Let me explain. I accept we will need to return to the issues around the European Constitution. A European Union of 25 cannot function properly with today’s rules of governance. Having spent six months as EU President, I am a good witness to that.
But, right now, I say: discuss the way forward by all means, but don’t let us get drawn back into making this debate the focus of our activities. If we do so, we will damage the very vision the constitution was supposed to embody.
Now is the time of the practical people. There is an agenda that cries out to be addressed.
1. Economic reform: We all say we want it. We all know it is important. Our people need it. Let’s do it. The Services Directive. The Commission De-regulation Initiative. The 2008 Budget Review. University Reform. R&D. Science and Technology.
2. Security: All of us are under threat from terrorism. It can only be tackled together. Illegal immigration has to be confronted. Organized crime is on our streets.
Let us take the measures to fight it, including on the policing of our borders, the use of biometric visas and much greater co-operation across Europe on targeting, disrupting and convicting the criminal gangs who menace us.
3. Energy: Energy is becoming an instrument of leverage, and in some cases, intimidation the world over. Yet as President Chirac said recently, we in Europe have no clear common policy to define our own needs and interests. Let us get one. Get a functioning internal market in place. Complete a common EU infrastructure and make energy policy a priority in external relations.
4. Defense and Foreign Policy: From global poverty and development to the Middle East Peace Process and peacekeeping and common defense policy.
Europe has a strong common imperative to make our presence, values and objectives felt. Let us re-invigorate it. Address this agenda, work on the practical — but radical — steps to achieve it and the context in which to discuss Europe’s rules would be framed.
Then do what needs to be done to help to deliver the agreed, political program. But don’t start with the rules. Start with the reasons they are needed.
The irony is that after the shock of enlargement, the crisis of the referendums, the opening of accession negotiations with Turkey and the agreement of the budget, with a firm process of reform midway through the next financial term — after all these alarms and excursions — there’s never been a better time to be optimistic in Europe or enthusiastic about Britain’s part in it.
The British anxiety is a shared one with the people of Europe, the reform agenda an agreed one with the mainstream of European governments.
Europe has emerged from its darkened room. It has a new generation of leaders. A new consensus is forming. Yes, there is still a debate to be had, but the argument in favor of an open Europe is winning.
For Britain, this is the last time imaginable to walk away. It is actually the time for a commonsense alliance — of the pro-Europeans who were worried about the direction of European integration and the genuine Euro-skeptics who were worried about British disengagement from Europe.

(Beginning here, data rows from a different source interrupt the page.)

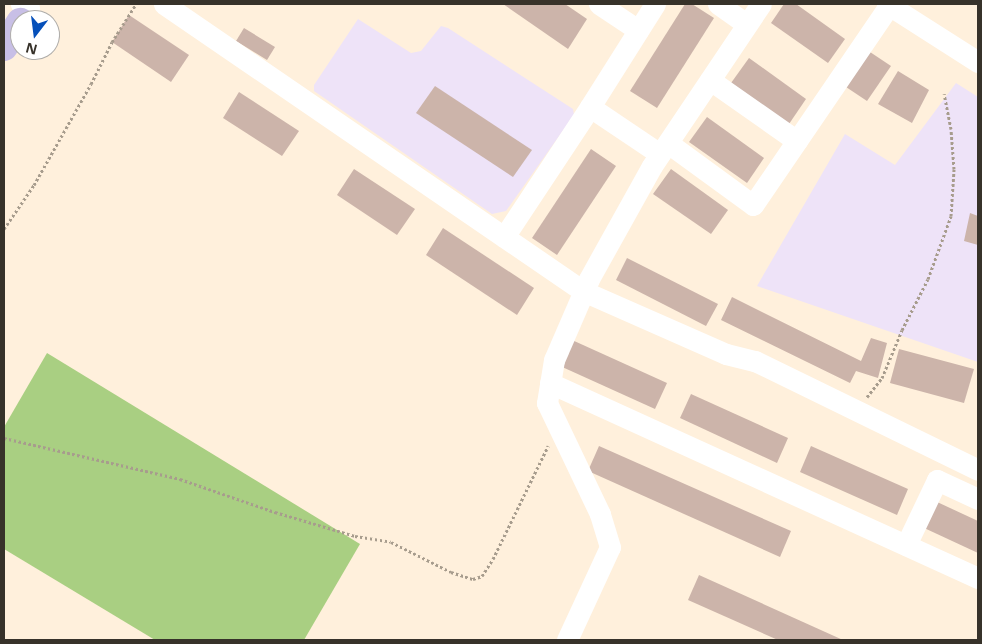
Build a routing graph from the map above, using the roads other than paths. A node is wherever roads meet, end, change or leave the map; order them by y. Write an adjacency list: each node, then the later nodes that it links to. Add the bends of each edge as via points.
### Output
1 (164, 4): 14 (street)
2 (599, 4): 8 (street)
3 (655, 4): 8 (street)
4 (718, 4): 7 (street)
5 (761, 4): 7 (street)
6 (889, 4): 9 (street); 12 (street)
7 (747, 24): 10 (street)
8 (638, 30): 11 (street)
9 (978, 62)
10 (710, 80): 12 (street); 13 (street)
11 (590, 107): 13 (street); 14 (street)
12 (797, 141): 13 (street, via 753,204)
13 (664, 148): 15 (street)
14 (504, 237): 15 (street)
15 (583, 292): 16 (street, via 554,360); 17 (street, via 726,354 755,361)
16 (550, 383): 19 (street); 21 (street, via 547,403 600,514 610,547)
17 (978, 470)
18 (978, 500): 19 (street, via 937,480)
19 (906, 545): 20 (street)
20 (978, 578)
21 (567, 640)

Each of us had similar concerns and often a similar agenda, but drew different conclusions about Europe’s capacity to change. That capacity is now there. Let us capitalize on it.
For Britain, such a possibility in Europe opens up its own possibility for us: To forge a new alliance between those of us who have held throughout to Europe’s ideals.
Even when, from time to time, the practice seemed so far removed from them — and those whose despair at whether Europe could change, gave way to skepticism about the whole project.
It is a new Europe. It has the potential for a new direction. We are part of it, in at the ground floor. It’s where we should have always been. Now we’re there, we should stay there.
There is no other way for Britain. Britain won’t leave Europe. No government would propose it. And despite what we are often told, the majority of the British people, in the end, would not vote for withdrawal.
So we are in it. And it is changing. And in a way we have sought and fought for. The manner in which we originally joined the European project has dogged us for too long. From now on, let the manner of our staying in define us.